* _Stored items_:
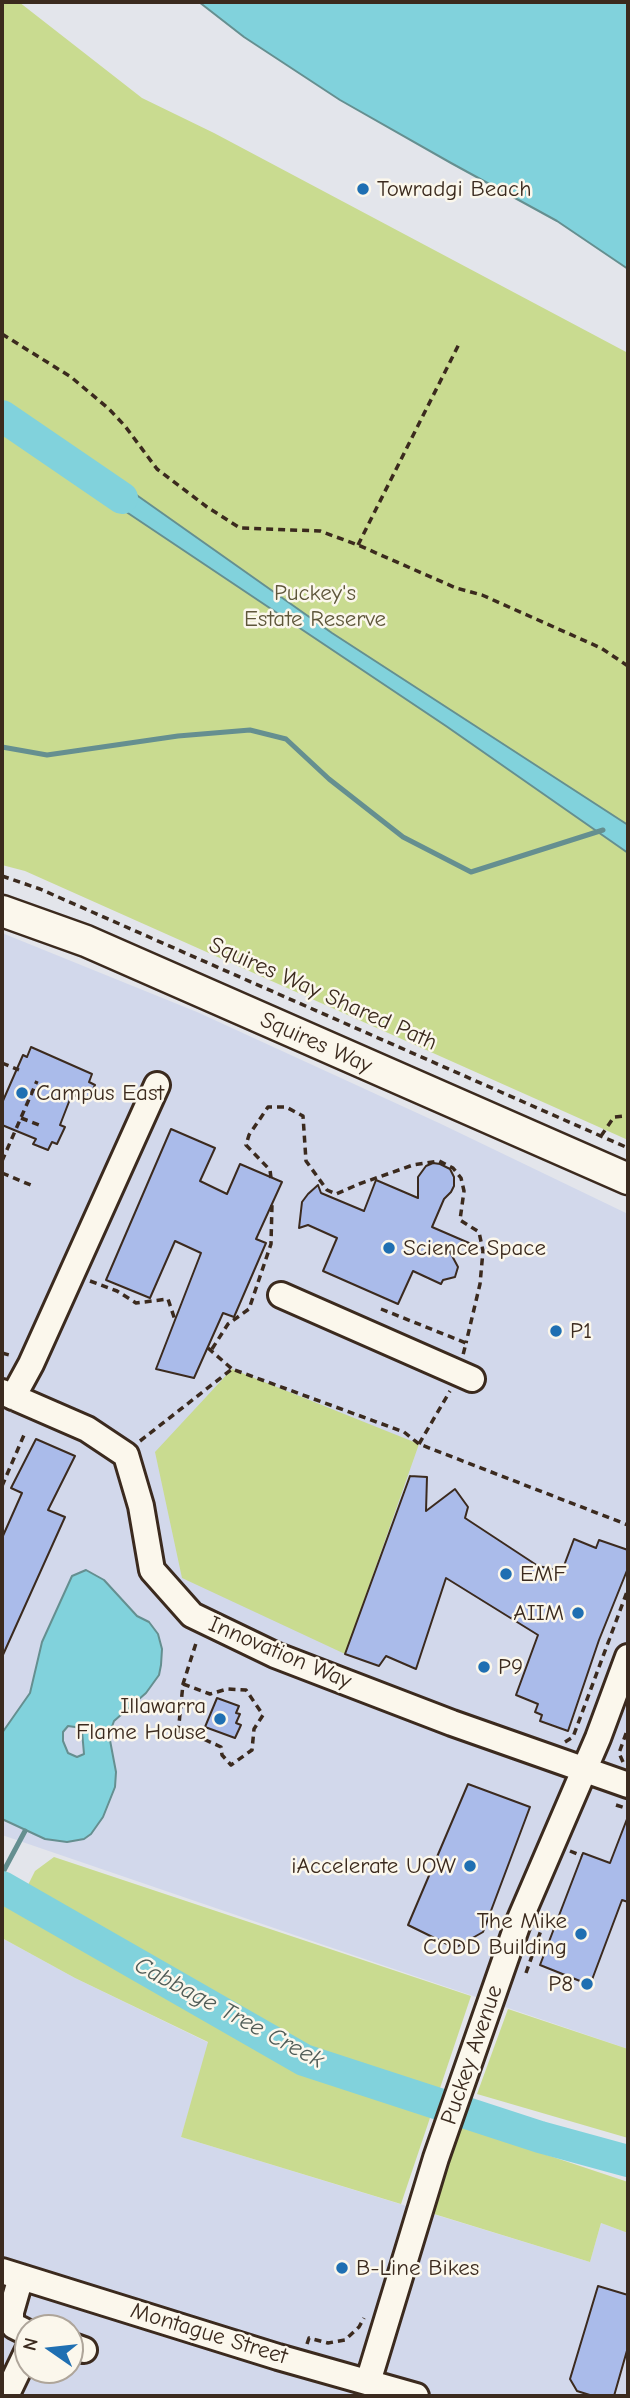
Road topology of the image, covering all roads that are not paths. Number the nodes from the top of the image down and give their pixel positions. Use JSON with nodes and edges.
{"nodes":[{"id":1,"x":2,"y":911,"type":"edge"},
{"id":2,"x":156,"y":1085,"type":"dead end"},
{"id":3,"x":628,"y":1179,"type":"edge"},
{"id":4,"x":281,"y":1295,"type":"dead end"},
{"id":5,"x":472,"y":1379,"type":"dead end"},
{"id":6,"x":7,"y":1394,"type":"edge"},
{"id":7,"x":628,"y":1657,"type":"edge"},
{"id":8,"x":585,"y":1768,"type":"junction"},
{"id":9,"x":628,"y":1784,"type":"edge"},
{"id":10,"x":11,"y":2274,"type":"edge"},
{"id":11,"x":14,"y":2326,"type":"edge"},
{"id":12,"x":14,"y":2379,"type":"edge"},
{"id":13,"x":368,"y":2382,"type":"junction"},
{"id":14,"x":6,"y":2396,"type":"edge"},
{"id":15,"x":416,"y":2396,"type":"edge"}],
"edges":[{"from":1,"to":3,"type":"main road","name":"Squires Way"},
{"from":2,"to":6,"type":"street"},
{"from":4,"to":5,"type":"street"},
{"from":6,"to":8,"type":"street","name":"Innovation Way"},
{"from":7,"to":8,"type":"street","name":"Puckey Avenue"},
{"from":8,"to":9,"type":"street","name":"Innovation Way"},
{"from":8,"to":13,"type":"street","name":"Puckey Avenue"},
{"from":10,"to":11,"type":"street"},
{"from":10,"to":13,"type":"street","name":"Montague Street"},
{"from":12,"to":14,"type":"street"},
{"from":13,"to":15,"type":"street","name":"Montague Street"}]}
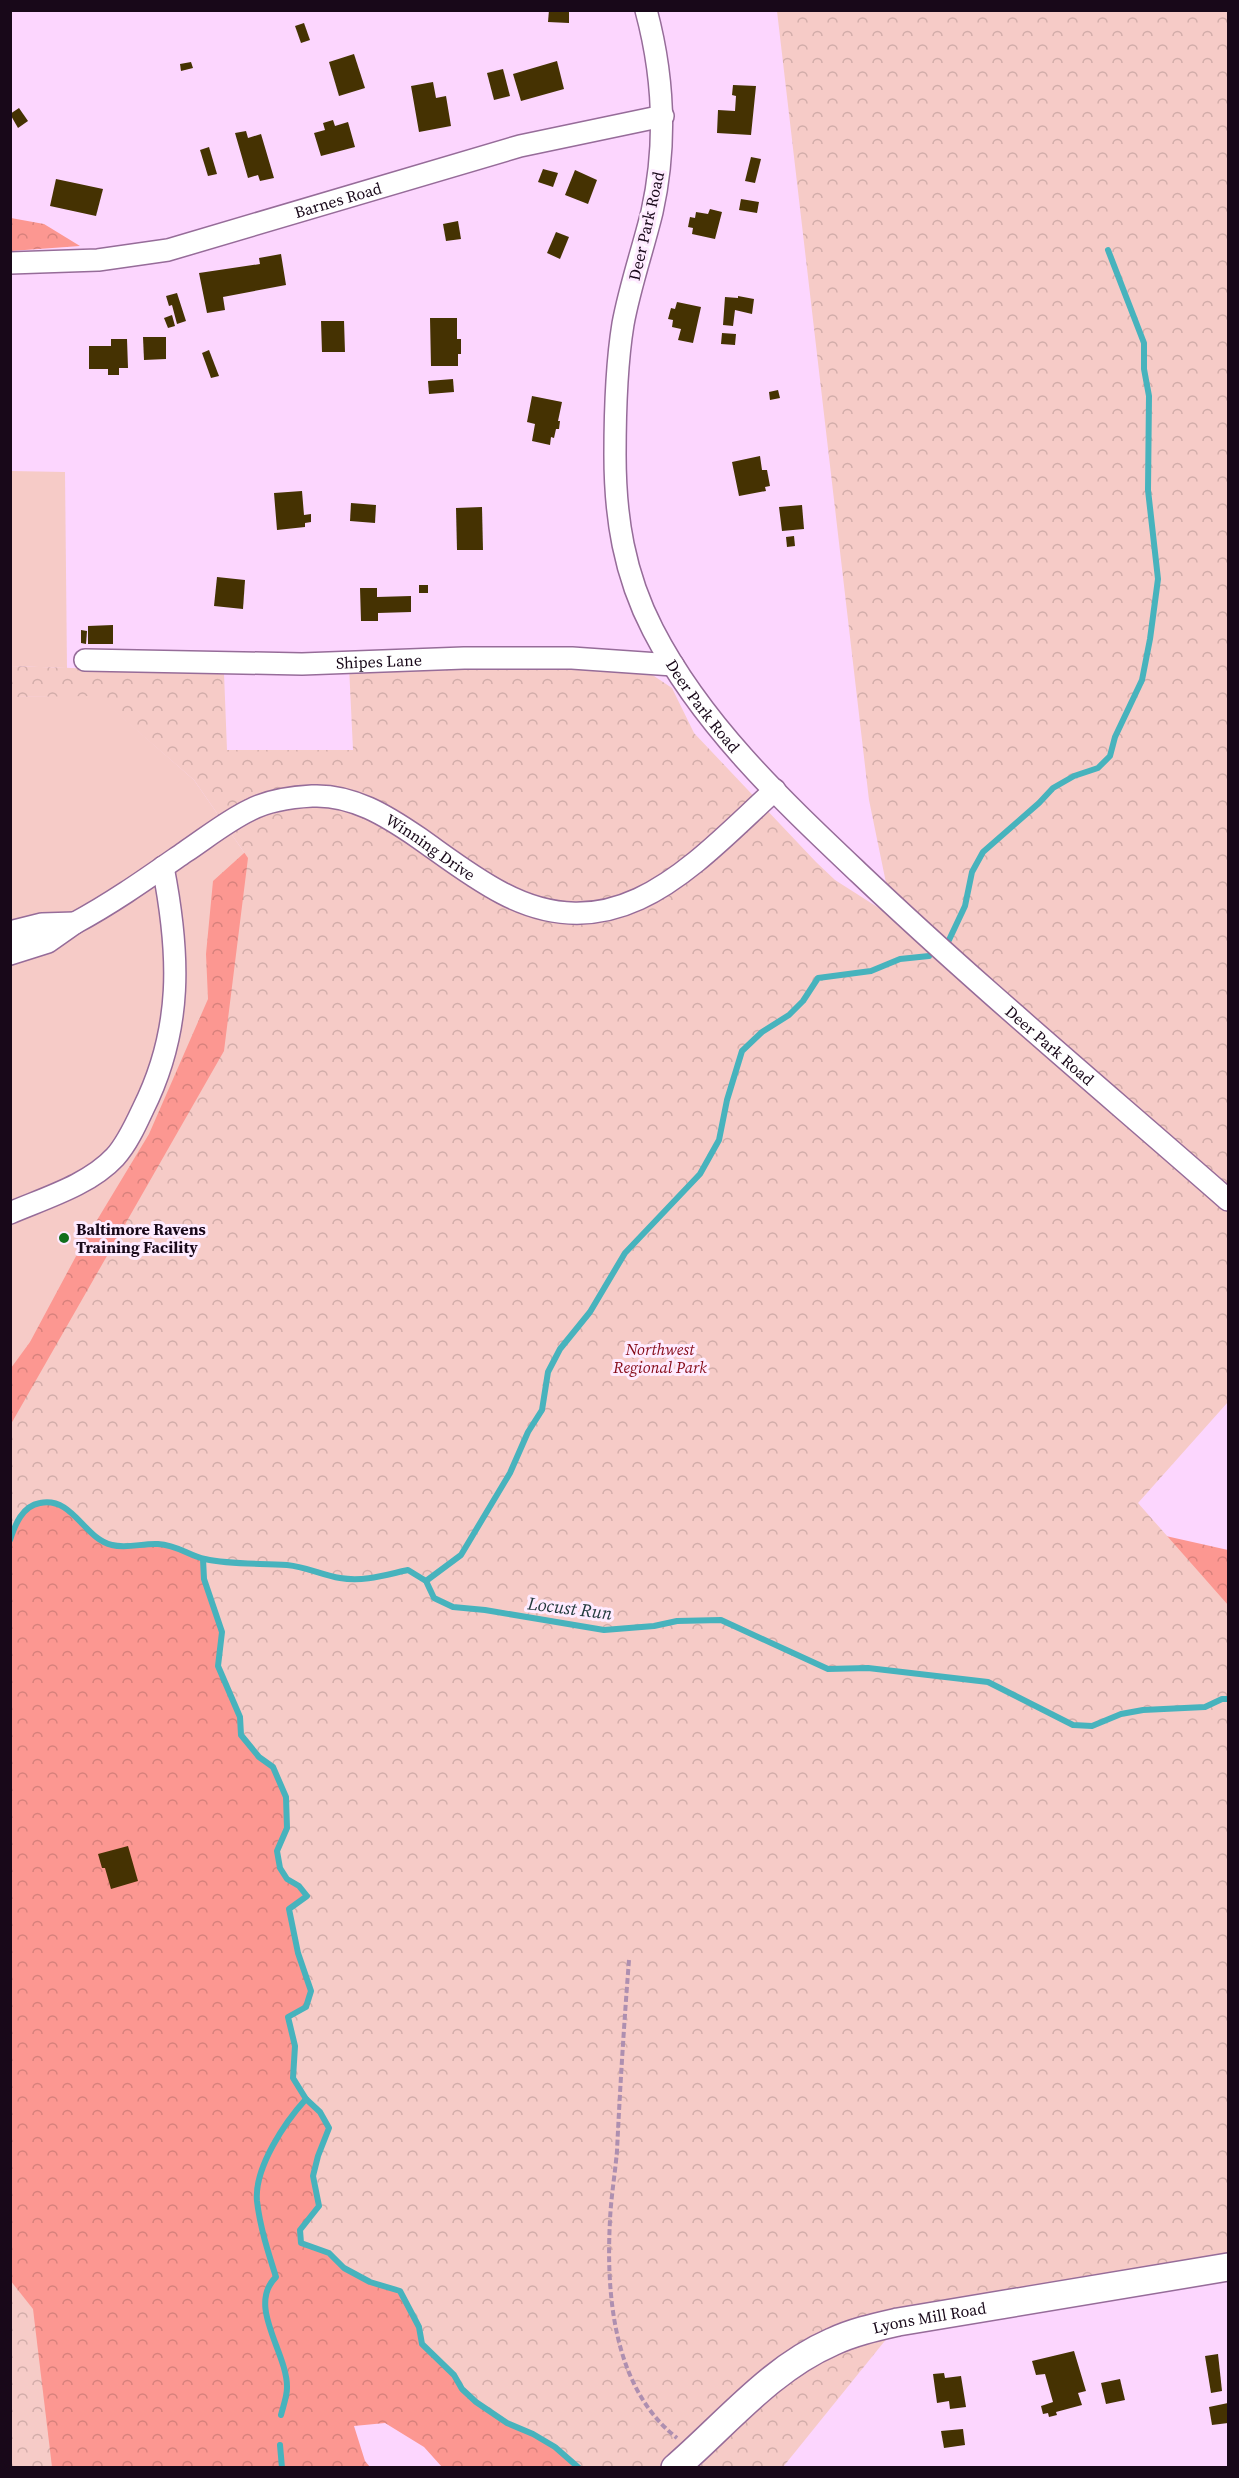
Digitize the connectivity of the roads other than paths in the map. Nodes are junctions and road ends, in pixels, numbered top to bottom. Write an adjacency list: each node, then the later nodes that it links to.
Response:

* _WORK REQUIRED_: Drop the pictures; repeat each entry above exactly.

* _SOLUTION BELOW_:
Road topology of the image, covering all roads that are not paths. Number the nodes from the top of the image down and give their pixel positions. Use JSON with nodes and edges.
{"nodes":[{"id":1,"x":2,"y":911,"type":"edge"},
{"id":2,"x":156,"y":1085,"type":"dead end"},
{"id":3,"x":628,"y":1179,"type":"edge"},
{"id":4,"x":281,"y":1295,"type":"dead end"},
{"id":5,"x":472,"y":1379,"type":"dead end"},
{"id":6,"x":7,"y":1394,"type":"edge"},
{"id":7,"x":628,"y":1657,"type":"edge"},
{"id":8,"x":585,"y":1768,"type":"junction"},
{"id":9,"x":628,"y":1784,"type":"edge"},
{"id":10,"x":11,"y":2274,"type":"edge"},
{"id":11,"x":14,"y":2326,"type":"edge"},
{"id":12,"x":14,"y":2379,"type":"edge"},
{"id":13,"x":368,"y":2382,"type":"junction"},
{"id":14,"x":6,"y":2396,"type":"edge"},
{"id":15,"x":416,"y":2396,"type":"edge"}],
"edges":[{"from":1,"to":3,"type":"main road","name":"Squires Way"},
{"from":2,"to":6,"type":"street"},
{"from":4,"to":5,"type":"street"},
{"from":6,"to":8,"type":"street","name":"Innovation Way"},
{"from":7,"to":8,"type":"street","name":"Puckey Avenue"},
{"from":8,"to":9,"type":"street","name":"Innovation Way"},
{"from":8,"to":13,"type":"street","name":"Puckey Avenue"},
{"from":10,"to":11,"type":"street"},
{"from":10,"to":13,"type":"street","name":"Montague Street"},
{"from":12,"to":14,"type":"street"},
{"from":13,"to":15,"type":"street","name":"Montague Street"}]}
Digitize the connectivity of the roads other than paths in the map. Nodes are junctions and road ends, in pixels, numbered top to bottom. Write an adjacency list: each node, then the later nodes that it links to.
Response:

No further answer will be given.